◆ **Work instructions**
What the response needs is every record, repeated verbatim, and no images.

....................

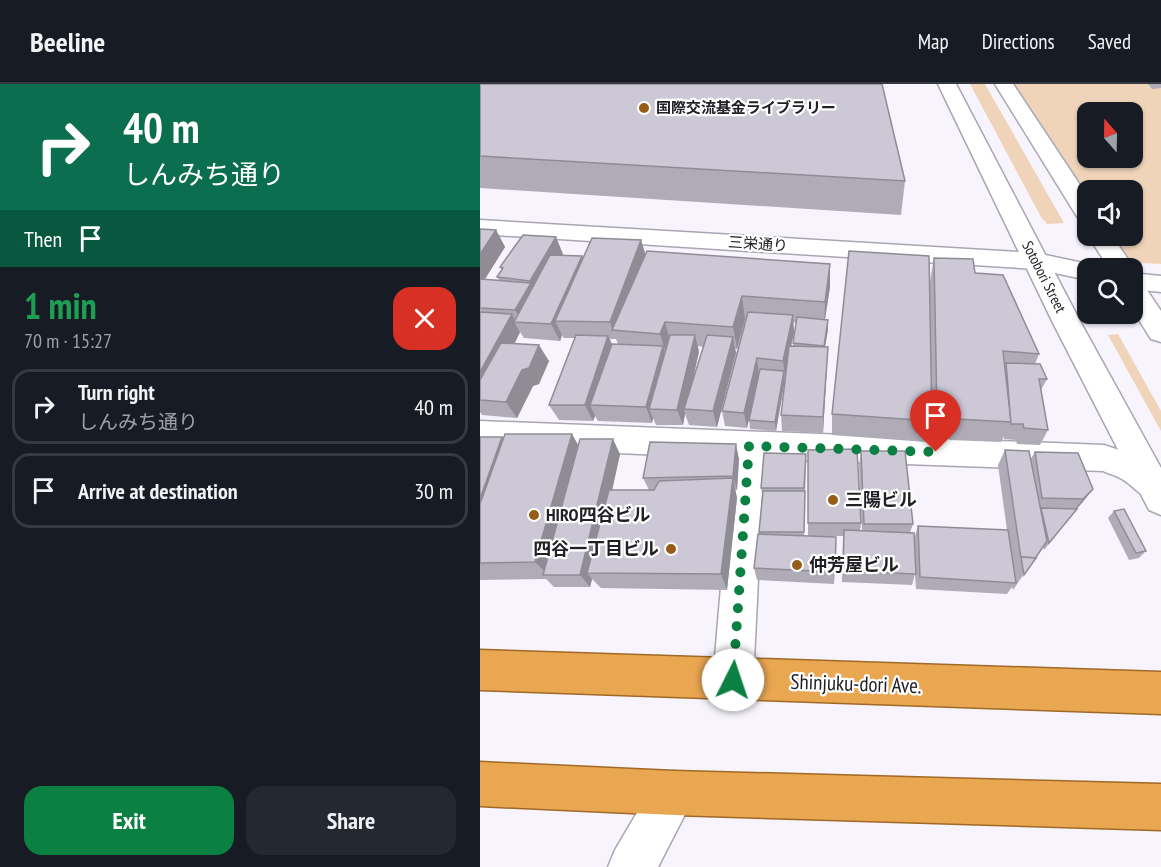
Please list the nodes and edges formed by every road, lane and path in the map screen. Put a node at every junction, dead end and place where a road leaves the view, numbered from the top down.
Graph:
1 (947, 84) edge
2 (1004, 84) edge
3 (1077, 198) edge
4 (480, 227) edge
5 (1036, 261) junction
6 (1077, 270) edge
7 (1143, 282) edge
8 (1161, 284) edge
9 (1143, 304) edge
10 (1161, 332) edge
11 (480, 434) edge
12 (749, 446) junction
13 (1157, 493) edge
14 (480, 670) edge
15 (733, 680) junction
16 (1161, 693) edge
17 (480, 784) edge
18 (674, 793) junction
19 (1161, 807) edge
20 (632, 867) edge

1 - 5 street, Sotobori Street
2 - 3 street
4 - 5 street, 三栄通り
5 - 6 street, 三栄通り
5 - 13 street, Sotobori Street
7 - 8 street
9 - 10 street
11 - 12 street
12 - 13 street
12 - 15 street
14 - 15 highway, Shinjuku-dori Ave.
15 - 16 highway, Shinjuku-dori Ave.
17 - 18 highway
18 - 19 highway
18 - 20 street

....................

◆ **Solution for this exercise**
Please list the nodes and edges formed by every road, lane and path in the map screen. Put a node at every junction, dead end and place where a road leaves the view, numbered from the top down.
Graph:
1 (947, 84) edge
2 (1004, 84) edge
3 (1077, 198) edge
4 (480, 227) edge
5 (1036, 261) junction
6 (1077, 270) edge
7 (1143, 282) edge
8 (1161, 284) edge
9 (1143, 304) edge
10 (1161, 332) edge
11 (480, 434) edge
12 (749, 446) junction
13 (1157, 493) edge
14 (480, 670) edge
15 (733, 680) junction
16 (1161, 693) edge
17 (480, 784) edge
18 (674, 793) junction
19 (1161, 807) edge
20 (632, 867) edge

1 - 5 street, Sotobori Street
2 - 3 street
4 - 5 street, 三栄通り
5 - 6 street, 三栄通り
5 - 13 street, Sotobori Street
7 - 8 street
9 - 10 street
11 - 12 street
12 - 13 street
12 - 15 street
14 - 15 highway, Shinjuku-dori Ave.
15 - 16 highway, Shinjuku-dori Ave.
17 - 18 highway
18 - 19 highway
18 - 20 street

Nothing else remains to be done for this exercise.